The Buckets by Greg Cravens for July 17, 2015
Transcript:
Royals secret shame. 10 secrets to improve your love life. Actors secret affair. Secret food that stops aging. Musicians secret addiction. And what possible way could anything printed in these be secret? Maybe they don't trust their readers to know the word alleged?
bjy1293 Premium Member over 9 years ago
HA!
Liverlips McCracken Premium Member over 9 years ago
Or maybe they just make $&!~ up.
Retired Dude over 9 years ago
Pulp magazines used to run ads for “spurious spanish fly” trusting that anyone dimwitted enough to think Spanish fly was an aphrodisiac wouldn’t know what spurious meant anyway.
gregcartoon Premium Member over 9 years ago
I could do that job so well and so happily… until I found out that someone believed what I wrote. That’d worry me.
Mad Sci over 9 years ago
The ones that really make me wonder are the secrets “taken to the grave” by a recently deceased celebrity. If they had, then there is no way a tabloid reporter could be writing about it.
Comic Minister Premium Member over 9 years ago
I agree with you Sarah.
Al Nala over 9 years ago
My favorite headline was “Skull of Goliath Found!”. Had a picture of a skull with a stone in the forehead.

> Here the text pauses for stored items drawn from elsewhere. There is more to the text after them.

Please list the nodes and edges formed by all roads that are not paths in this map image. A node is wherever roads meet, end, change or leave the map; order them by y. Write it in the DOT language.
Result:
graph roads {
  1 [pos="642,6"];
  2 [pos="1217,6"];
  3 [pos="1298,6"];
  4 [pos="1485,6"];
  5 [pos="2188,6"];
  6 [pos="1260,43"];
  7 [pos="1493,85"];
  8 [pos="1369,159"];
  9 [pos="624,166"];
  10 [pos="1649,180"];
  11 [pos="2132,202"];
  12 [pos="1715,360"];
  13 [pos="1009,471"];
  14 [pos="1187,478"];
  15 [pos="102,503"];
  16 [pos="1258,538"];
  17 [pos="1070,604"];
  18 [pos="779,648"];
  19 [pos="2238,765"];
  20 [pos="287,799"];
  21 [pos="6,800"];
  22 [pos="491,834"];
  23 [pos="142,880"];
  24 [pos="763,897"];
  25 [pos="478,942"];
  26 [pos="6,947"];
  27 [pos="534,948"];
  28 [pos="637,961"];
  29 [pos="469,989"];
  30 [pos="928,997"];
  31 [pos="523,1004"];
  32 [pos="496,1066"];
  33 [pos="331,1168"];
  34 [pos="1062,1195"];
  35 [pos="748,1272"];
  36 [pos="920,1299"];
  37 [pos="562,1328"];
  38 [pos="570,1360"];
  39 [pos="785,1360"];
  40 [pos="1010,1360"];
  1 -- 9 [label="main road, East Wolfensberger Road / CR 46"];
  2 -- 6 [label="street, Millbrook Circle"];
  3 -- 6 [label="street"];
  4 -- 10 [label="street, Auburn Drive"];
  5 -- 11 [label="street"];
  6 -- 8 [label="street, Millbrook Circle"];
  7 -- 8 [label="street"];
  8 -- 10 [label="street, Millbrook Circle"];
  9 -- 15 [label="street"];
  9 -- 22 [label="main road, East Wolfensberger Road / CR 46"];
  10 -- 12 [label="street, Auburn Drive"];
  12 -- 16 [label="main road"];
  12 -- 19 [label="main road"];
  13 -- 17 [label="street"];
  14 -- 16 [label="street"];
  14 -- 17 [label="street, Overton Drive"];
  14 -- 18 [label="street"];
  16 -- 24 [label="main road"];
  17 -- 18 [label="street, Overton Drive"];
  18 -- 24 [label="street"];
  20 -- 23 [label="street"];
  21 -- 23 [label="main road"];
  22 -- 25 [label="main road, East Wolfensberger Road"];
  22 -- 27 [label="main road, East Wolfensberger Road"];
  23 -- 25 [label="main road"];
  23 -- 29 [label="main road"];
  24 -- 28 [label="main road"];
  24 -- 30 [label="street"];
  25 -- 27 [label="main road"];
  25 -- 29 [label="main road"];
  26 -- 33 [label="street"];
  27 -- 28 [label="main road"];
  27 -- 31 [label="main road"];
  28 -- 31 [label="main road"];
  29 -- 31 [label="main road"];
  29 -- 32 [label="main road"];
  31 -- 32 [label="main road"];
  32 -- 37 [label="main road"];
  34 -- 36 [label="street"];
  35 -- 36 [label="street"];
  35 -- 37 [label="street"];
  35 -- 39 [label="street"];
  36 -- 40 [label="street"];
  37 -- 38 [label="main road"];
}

ChessPirate over 9 years ago
If I remember it correctly, many years ago, there was one “Elvis’ Alien Baby!”
Number Three over 9 years ago
“Secret Food That Stops Aging”
I’m only 20 but that part got my attention!
xxx
reynard61 over 9 years ago
The reason that the tabloids like the word “secret”, at least in this particular context, is that it lets their readership believe that they’re in on something that the general public doesn’t know. The term “alleged” would only mean that whatever’s on the page is mere speculation and/or rumor, thus confirming the worthlessness of the so-called “information” contained therein.
rgcviper over 9 years ago
Well, seriously … in a publication titled “Weak World News”, whaddya expect?